BEGIN Materials provided

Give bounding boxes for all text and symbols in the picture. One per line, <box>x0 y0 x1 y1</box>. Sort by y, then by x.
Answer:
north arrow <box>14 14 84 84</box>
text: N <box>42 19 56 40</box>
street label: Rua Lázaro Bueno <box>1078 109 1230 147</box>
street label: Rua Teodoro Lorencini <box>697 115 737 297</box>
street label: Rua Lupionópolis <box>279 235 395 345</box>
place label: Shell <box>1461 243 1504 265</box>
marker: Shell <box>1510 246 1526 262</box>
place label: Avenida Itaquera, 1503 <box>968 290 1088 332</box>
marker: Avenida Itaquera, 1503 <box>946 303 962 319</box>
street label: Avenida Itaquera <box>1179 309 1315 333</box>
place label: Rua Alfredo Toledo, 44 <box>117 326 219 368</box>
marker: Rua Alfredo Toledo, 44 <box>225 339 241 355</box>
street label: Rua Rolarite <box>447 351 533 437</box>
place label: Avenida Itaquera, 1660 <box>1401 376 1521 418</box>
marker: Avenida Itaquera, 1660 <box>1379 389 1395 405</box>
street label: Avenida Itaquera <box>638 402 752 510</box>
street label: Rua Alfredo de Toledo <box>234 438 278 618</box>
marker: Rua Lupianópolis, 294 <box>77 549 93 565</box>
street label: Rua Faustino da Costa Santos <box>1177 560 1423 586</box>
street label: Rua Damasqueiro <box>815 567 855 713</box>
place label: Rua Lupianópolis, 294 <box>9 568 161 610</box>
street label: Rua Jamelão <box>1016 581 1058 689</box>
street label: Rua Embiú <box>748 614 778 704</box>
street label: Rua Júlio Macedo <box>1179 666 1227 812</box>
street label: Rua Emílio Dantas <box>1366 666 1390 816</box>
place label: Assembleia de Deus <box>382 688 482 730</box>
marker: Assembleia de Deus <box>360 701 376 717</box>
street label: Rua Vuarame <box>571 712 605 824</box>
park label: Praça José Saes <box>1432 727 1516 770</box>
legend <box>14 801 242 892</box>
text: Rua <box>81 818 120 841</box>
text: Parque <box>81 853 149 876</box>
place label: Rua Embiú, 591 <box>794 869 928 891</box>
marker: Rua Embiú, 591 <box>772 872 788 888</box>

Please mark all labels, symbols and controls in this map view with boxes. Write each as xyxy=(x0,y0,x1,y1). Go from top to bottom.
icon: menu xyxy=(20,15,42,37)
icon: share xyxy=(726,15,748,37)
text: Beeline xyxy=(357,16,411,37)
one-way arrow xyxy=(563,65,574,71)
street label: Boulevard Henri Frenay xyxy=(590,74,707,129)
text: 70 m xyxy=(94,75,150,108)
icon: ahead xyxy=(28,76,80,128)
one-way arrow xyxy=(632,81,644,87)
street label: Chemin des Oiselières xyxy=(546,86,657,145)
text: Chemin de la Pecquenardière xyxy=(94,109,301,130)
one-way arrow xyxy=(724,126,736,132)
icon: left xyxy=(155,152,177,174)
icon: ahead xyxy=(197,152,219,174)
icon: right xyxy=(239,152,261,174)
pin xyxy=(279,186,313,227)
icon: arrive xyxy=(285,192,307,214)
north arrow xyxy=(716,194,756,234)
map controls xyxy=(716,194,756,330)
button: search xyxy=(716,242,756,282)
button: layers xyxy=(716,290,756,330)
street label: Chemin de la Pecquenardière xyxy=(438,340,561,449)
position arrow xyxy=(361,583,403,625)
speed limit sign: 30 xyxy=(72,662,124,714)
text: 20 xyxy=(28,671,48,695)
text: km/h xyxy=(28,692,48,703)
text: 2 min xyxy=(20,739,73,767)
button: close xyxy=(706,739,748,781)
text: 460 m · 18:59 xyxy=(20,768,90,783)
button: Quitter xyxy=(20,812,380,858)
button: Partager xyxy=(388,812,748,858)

END Materials provided

# [About this exercise]
Spot the lines above that mention "Alfredo" and copy them.

# [Response]
place label: Rua Alfredo Toledo, 44 <box>117 326 219 368</box>
marker: Rua Alfredo Toledo, 44 <box>225 339 241 355</box>
street label: Rua Alfredo de Toledo <box>234 438 278 618</box>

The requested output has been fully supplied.